Phoenix man opens restaurant to showcase his Mexican roots
Oct 5, 2021, 4:35 AM | Updated: 7:48 am
PHOENIX — There are about half a million small businesses in Arizona and a quarter of those are Hispanic-owned.
Fernando Hernandez is one of those Hispanic business owners, coming to the United States from Mexico when he was 10 years old and growing up undocumented in Arizona.
The 36-year-old recently became a legal permanent resident and was able to visit Chihuahua, where he was born, for the first time in 23 years.
“I just fell in love completely,” he told KTAR News 92.3 FM. “It’s almost like it was a journey where I reestablished my roots.”
“I reconnected with aspects of my culture that I had a notion of but for the first time, I was able to experience, to explore, to live through all that. It just fulfilled me.”
His trips to Chihuahua sparked an idea to start his own restaurant.
He not only wanted to provide people a taste of Chihuahua as he reconnects with his culture but give his birthplace “its proper name.”
Hernandez explained for years the U.S. State Department has warned against traveling to Chihuahua. The agency currently advises travelers to reconsider visiting the state due to crime and kidnapping.
He said that has not been his experience at all.

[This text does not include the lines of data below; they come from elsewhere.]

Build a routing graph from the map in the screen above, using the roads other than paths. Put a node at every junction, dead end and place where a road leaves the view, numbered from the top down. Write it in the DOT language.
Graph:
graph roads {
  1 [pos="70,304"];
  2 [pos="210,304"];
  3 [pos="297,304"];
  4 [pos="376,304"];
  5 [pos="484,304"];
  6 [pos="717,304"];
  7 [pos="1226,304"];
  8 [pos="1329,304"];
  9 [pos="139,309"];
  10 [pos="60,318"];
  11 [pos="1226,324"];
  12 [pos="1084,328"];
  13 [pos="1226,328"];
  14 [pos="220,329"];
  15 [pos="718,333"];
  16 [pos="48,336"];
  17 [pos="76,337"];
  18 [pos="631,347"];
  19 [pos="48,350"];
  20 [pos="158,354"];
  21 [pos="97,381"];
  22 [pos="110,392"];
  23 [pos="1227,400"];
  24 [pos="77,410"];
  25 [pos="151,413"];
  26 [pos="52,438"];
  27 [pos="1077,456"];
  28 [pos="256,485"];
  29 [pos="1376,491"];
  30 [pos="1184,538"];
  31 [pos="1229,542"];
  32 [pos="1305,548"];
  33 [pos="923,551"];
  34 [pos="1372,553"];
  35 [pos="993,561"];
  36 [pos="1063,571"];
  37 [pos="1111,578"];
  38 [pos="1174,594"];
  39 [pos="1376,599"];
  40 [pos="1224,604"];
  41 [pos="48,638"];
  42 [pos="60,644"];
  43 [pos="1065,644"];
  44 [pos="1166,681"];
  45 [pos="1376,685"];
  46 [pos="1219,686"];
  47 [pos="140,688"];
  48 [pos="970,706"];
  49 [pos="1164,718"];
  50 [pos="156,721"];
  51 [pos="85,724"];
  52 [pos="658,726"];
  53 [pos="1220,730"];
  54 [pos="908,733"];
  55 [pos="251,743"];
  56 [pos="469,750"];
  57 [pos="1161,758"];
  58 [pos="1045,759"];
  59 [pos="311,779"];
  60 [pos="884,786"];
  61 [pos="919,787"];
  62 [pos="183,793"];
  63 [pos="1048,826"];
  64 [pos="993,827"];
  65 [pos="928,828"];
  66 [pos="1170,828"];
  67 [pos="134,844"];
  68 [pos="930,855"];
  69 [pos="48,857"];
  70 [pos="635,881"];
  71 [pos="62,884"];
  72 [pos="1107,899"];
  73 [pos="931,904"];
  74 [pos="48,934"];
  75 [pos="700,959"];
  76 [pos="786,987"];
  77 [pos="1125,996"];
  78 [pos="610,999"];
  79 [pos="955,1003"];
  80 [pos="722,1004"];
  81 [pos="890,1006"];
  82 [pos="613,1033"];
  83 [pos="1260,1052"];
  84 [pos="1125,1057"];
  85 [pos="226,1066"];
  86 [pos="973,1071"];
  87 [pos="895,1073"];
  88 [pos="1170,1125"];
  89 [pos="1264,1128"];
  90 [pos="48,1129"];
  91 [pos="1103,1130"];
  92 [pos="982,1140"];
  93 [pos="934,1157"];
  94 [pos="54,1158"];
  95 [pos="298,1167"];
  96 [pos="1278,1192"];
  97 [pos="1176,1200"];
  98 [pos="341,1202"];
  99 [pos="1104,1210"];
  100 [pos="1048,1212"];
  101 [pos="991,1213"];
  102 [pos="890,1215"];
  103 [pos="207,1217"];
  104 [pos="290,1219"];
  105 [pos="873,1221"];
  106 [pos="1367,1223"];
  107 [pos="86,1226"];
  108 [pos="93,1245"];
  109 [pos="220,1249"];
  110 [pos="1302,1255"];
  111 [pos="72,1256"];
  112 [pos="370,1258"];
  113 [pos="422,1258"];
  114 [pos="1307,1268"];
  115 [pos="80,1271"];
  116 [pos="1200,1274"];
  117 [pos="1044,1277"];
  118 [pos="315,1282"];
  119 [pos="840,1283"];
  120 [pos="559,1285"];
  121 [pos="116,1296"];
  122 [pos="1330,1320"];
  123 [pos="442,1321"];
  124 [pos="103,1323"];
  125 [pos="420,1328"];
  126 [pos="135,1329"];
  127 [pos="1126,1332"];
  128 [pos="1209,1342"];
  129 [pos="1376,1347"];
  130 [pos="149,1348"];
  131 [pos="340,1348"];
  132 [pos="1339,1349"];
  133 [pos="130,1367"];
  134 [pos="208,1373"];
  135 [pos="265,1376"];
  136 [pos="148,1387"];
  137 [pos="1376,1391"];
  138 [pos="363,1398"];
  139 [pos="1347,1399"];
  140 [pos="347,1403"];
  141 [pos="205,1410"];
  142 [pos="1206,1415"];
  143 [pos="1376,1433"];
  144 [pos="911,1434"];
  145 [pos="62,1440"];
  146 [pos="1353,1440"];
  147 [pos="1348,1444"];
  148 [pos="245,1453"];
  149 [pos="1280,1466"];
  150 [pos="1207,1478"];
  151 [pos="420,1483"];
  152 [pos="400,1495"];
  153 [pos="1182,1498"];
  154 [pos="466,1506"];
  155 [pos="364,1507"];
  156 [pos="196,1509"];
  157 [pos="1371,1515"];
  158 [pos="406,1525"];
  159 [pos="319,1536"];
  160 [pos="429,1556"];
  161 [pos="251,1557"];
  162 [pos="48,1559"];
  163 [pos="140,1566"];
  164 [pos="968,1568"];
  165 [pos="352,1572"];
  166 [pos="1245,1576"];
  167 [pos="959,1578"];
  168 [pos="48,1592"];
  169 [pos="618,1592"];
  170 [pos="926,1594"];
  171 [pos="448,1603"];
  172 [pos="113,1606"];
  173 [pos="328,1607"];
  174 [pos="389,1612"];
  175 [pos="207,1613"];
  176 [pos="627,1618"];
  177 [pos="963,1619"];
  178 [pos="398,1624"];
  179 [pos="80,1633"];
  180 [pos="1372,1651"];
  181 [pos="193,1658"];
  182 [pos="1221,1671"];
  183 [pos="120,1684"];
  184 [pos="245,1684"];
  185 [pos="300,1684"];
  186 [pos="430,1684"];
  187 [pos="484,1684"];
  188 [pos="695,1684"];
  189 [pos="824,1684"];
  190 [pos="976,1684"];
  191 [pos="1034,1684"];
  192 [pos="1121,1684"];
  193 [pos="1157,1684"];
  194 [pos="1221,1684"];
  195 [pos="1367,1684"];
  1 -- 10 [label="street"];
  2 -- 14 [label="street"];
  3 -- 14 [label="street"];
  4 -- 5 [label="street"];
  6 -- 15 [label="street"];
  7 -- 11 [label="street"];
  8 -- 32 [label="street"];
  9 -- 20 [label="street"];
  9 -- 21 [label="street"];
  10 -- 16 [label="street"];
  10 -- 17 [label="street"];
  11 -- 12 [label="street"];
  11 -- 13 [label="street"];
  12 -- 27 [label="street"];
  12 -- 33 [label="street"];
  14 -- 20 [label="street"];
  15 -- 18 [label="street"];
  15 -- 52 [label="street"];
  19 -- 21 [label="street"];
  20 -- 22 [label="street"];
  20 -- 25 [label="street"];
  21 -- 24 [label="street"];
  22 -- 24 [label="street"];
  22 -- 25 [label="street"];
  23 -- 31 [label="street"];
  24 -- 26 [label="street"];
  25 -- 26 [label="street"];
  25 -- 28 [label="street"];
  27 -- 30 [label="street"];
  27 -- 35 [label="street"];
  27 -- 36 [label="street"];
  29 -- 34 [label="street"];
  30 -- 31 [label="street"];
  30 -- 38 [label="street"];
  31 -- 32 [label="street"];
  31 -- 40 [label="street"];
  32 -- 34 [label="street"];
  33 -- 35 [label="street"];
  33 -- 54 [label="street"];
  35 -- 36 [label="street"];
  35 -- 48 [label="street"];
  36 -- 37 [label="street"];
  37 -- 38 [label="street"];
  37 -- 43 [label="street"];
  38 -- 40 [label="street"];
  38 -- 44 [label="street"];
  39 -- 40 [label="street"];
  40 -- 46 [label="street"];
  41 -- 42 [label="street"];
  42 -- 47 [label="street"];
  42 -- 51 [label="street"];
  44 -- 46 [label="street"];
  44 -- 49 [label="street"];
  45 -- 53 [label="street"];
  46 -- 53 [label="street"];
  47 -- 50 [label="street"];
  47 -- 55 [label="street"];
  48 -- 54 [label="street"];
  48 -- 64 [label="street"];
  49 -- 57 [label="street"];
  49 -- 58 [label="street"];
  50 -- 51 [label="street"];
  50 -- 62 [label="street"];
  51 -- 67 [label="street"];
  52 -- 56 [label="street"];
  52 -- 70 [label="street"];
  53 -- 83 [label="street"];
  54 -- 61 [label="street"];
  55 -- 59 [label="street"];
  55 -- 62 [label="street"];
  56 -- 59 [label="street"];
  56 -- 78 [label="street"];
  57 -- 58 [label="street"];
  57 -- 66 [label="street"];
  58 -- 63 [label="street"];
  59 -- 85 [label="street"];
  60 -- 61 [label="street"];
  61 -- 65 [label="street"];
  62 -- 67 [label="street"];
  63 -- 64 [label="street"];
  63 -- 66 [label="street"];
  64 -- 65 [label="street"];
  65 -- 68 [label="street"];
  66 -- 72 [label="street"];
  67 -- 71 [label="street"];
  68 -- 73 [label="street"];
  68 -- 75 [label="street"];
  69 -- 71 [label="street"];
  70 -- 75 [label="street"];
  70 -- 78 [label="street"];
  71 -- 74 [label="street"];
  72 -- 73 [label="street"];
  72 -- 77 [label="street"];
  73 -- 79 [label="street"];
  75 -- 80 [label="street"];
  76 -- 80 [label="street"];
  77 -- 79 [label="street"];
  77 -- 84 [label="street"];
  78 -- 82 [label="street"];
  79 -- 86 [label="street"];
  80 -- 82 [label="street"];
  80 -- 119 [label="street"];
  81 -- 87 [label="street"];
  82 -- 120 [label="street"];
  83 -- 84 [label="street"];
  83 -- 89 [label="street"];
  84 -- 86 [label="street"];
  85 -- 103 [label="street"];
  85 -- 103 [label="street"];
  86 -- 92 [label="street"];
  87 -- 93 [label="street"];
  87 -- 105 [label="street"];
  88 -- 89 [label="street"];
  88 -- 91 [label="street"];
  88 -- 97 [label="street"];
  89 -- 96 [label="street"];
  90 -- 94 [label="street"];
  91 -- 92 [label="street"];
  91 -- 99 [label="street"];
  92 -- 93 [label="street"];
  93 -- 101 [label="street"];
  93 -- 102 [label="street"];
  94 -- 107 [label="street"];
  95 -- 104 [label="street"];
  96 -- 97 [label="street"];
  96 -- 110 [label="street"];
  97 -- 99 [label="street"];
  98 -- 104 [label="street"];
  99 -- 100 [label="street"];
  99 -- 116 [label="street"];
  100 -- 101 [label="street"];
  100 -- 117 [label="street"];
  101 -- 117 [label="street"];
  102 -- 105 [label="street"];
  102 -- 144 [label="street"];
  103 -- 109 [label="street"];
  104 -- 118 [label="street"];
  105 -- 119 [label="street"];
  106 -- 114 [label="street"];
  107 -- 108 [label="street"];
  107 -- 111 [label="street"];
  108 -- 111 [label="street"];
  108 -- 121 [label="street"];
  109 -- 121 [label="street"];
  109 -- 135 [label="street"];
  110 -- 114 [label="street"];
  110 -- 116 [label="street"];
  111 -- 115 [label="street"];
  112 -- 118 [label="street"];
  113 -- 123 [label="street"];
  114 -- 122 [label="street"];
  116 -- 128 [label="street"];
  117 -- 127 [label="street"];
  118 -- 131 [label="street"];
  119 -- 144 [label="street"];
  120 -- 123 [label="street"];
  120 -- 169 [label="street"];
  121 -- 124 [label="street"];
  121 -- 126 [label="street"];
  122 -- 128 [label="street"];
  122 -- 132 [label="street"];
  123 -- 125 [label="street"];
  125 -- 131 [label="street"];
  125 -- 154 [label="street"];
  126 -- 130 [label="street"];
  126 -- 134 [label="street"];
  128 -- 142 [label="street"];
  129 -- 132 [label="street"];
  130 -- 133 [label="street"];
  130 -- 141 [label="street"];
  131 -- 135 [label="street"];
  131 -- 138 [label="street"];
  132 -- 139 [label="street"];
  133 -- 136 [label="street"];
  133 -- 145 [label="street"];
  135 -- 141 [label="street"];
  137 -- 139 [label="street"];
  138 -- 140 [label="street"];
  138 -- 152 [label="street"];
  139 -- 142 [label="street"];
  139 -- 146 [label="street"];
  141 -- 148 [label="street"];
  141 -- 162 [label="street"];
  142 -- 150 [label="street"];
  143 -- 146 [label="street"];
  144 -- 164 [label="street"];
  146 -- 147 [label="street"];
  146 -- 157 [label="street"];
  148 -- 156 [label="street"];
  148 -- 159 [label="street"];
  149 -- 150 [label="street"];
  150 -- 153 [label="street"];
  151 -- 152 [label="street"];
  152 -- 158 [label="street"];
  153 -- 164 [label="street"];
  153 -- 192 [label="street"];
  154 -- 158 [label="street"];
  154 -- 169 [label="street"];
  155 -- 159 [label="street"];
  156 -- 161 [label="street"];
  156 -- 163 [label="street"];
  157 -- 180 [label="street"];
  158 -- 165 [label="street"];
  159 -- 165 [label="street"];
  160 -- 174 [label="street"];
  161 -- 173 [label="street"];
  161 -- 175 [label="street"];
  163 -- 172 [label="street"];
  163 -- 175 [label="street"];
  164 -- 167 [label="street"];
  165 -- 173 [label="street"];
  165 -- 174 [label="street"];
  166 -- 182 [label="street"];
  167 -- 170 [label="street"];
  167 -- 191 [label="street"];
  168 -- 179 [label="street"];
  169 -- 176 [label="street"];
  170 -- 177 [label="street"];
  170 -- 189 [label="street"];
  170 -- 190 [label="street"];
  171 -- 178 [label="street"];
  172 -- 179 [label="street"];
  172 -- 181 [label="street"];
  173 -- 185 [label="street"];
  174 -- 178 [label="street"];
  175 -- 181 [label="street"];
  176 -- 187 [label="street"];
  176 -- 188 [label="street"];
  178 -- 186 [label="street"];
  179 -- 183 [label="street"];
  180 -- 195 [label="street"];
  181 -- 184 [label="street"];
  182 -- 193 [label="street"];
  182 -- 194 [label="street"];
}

Instead, he said he feels warmth from the people there and has seen stunning landscapes and waterfalls, including Cascada de Basaseachi.
The grand opening for Hernandez’s restaurant – Testal Mexican Kitchen – was last October on Grand Avenue just southeast of Roosevelt Street.
“Testal is the little ball of dough that you first make, and then you flatten to make a tortilla,” Hernandez explained.
The restaurant mainly serves burritos and gorditas, which are traditional dishes in Chihuahua and the food his mom, Ana, made for him and his sister when they were kids. She’s behind the recipes and all the cooking that goes on in the restaurant.
“It’s the food my kids ate growing up, and it means a lot to me that people who eat here like it,” she said.
Hernandez described his mom as “the backbone” of the restaurant.
“You’re getting to eat at my mom’s kitchen when you come here,” he said.
The restaurant also offers aguas frescas made with a roasted corn powder called pinole, and the bar serves drinks with sotol liquor. Both are common in Chihuahua.
In addition to the food, the restaurant also has murals of the beautiful landscapes in Chihuahua and a small market with indigenous jewelry, clothes and other items Hernandez brings back when he visits.
It’s his way of making customers feel like they’re in Chihuahua when they visit Testal.